- **Work item**
Exactly as written, set down every entry once more.

*** Begin section ***

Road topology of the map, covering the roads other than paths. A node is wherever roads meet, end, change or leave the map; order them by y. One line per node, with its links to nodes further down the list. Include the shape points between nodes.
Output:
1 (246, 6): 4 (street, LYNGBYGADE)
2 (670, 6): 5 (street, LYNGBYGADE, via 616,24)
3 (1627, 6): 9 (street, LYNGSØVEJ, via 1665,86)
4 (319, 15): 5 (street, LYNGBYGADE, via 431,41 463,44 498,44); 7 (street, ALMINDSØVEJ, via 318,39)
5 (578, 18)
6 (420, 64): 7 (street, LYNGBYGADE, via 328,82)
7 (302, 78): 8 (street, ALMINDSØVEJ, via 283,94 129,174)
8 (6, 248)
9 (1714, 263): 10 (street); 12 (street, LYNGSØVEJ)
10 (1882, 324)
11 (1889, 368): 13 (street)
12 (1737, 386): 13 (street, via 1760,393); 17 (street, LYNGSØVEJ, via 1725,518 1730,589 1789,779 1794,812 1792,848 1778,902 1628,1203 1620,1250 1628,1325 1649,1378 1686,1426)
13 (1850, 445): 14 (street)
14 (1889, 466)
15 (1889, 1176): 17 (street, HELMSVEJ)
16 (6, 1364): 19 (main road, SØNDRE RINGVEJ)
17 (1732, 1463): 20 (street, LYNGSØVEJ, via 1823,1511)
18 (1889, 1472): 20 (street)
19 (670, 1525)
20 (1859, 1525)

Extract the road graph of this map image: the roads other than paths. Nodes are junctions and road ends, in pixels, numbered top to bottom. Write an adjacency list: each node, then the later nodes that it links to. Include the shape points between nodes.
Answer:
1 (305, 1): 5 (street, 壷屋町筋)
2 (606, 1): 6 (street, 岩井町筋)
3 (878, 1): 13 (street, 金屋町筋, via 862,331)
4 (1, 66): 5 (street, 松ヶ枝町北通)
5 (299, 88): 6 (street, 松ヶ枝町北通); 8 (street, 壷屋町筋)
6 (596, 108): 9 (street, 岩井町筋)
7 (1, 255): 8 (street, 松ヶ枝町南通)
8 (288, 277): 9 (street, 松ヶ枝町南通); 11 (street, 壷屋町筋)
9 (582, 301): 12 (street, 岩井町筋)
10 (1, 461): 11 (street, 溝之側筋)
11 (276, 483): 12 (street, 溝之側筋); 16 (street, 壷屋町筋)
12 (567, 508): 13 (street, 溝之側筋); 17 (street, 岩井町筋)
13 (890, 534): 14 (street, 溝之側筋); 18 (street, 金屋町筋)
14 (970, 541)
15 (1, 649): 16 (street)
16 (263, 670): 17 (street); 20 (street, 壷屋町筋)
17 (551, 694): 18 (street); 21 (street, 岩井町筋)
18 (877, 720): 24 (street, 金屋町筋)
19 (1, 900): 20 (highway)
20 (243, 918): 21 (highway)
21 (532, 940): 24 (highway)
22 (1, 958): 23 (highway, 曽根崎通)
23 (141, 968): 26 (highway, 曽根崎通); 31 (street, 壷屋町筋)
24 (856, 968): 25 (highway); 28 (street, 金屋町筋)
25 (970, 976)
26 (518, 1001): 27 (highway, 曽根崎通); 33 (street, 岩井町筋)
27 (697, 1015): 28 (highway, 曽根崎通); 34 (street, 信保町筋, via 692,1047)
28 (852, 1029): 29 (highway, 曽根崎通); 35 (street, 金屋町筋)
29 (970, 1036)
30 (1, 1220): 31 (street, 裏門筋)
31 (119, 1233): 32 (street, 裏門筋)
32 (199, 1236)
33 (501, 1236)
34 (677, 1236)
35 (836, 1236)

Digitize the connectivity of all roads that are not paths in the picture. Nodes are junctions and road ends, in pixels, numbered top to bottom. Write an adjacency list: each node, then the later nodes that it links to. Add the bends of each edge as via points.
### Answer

*** End section ***

- **Exercise output**
Road topology of the map, covering the roads other than paths. A node is wherever roads meet, end, change or leave the map; order them by y. One line per node, with its links to nodes further down the list. Include the shape points between nodes.
Output:
1 (246, 6): 4 (street, LYNGBYGADE)
2 (670, 6): 5 (street, LYNGBYGADE, via 616,24)
3 (1627, 6): 9 (street, LYNGSØVEJ, via 1665,86)
4 (319, 15): 5 (street, LYNGBYGADE, via 431,41 463,44 498,44); 7 (street, ALMINDSØVEJ, via 318,39)
5 (578, 18)
6 (420, 64): 7 (street, LYNGBYGADE, via 328,82)
7 (302, 78): 8 (street, ALMINDSØVEJ, via 283,94 129,174)
8 (6, 248)
9 (1714, 263): 10 (street); 12 (street, LYNGSØVEJ)
10 (1882, 324)
11 (1889, 368): 13 (street)
12 (1737, 386): 13 (street, via 1760,393); 17 (street, LYNGSØVEJ, via 1725,518 1730,589 1789,779 1794,812 1792,848 1778,902 1628,1203 1620,1250 1628,1325 1649,1378 1686,1426)
13 (1850, 445): 14 (street)
14 (1889, 466)
15 (1889, 1176): 17 (street, HELMSVEJ)
16 (6, 1364): 19 (main road, SØNDRE RINGVEJ)
17 (1732, 1463): 20 (street, LYNGSØVEJ, via 1823,1511)
18 (1889, 1472): 20 (street)
19 (670, 1525)
20 (1859, 1525)

Extract the road graph of this map image: the roads other than paths. Nodes are junctions and road ends, in pixels, numbered top to bottom. Write an adjacency list: each node, then the later nodes that it links to. Include the shape points between nodes.
Answer:
1 (305, 1): 5 (street, 壷屋町筋)
2 (606, 1): 6 (street, 岩井町筋)
3 (878, 1): 13 (street, 金屋町筋, via 862,331)
4 (1, 66): 5 (street, 松ヶ枝町北通)
5 (299, 88): 6 (street, 松ヶ枝町北通); 8 (street, 壷屋町筋)
6 (596, 108): 9 (street, 岩井町筋)
7 (1, 255): 8 (street, 松ヶ枝町南通)
8 (288, 277): 9 (street, 松ヶ枝町南通); 11 (street, 壷屋町筋)
9 (582, 301): 12 (street, 岩井町筋)
10 (1, 461): 11 (street, 溝之側筋)
11 (276, 483): 12 (street, 溝之側筋); 16 (street, 壷屋町筋)
12 (567, 508): 13 (street, 溝之側筋); 17 (street, 岩井町筋)
13 (890, 534): 14 (street, 溝之側筋); 18 (street, 金屋町筋)
14 (970, 541)
15 (1, 649): 16 (street)
16 (263, 670): 17 (street); 20 (street, 壷屋町筋)
17 (551, 694): 18 (street); 21 (street, 岩井町筋)
18 (877, 720): 24 (street, 金屋町筋)
19 (1, 900): 20 (highway)
20 (243, 918): 21 (highway)
21 (532, 940): 24 (highway)
22 (1, 958): 23 (highway, 曽根崎通)
23 (141, 968): 26 (highway, 曽根崎通); 31 (street, 壷屋町筋)
24 (856, 968): 25 (highway); 28 (street, 金屋町筋)
25 (970, 976)
26 (518, 1001): 27 (highway, 曽根崎通); 33 (street, 岩井町筋)
27 (697, 1015): 28 (highway, 曽根崎通); 34 (street, 信保町筋, via 692,1047)
28 (852, 1029): 29 (highway, 曽根崎通); 35 (street, 金屋町筋)
29 (970, 1036)
30 (1, 1220): 31 (street, 裏門筋)
31 (119, 1233): 32 (street, 裏門筋)
32 (199, 1236)
33 (501, 1236)
34 (677, 1236)
35 (836, 1236)

Digitize the connectivity of all roads that are not paths in the picture. Nodes are junctions and road ends, in pixels, numbered top to bottom. Write an adjacency list: each node, then the later nodes that it links to. Add the bends of each edge as via points.
### Answer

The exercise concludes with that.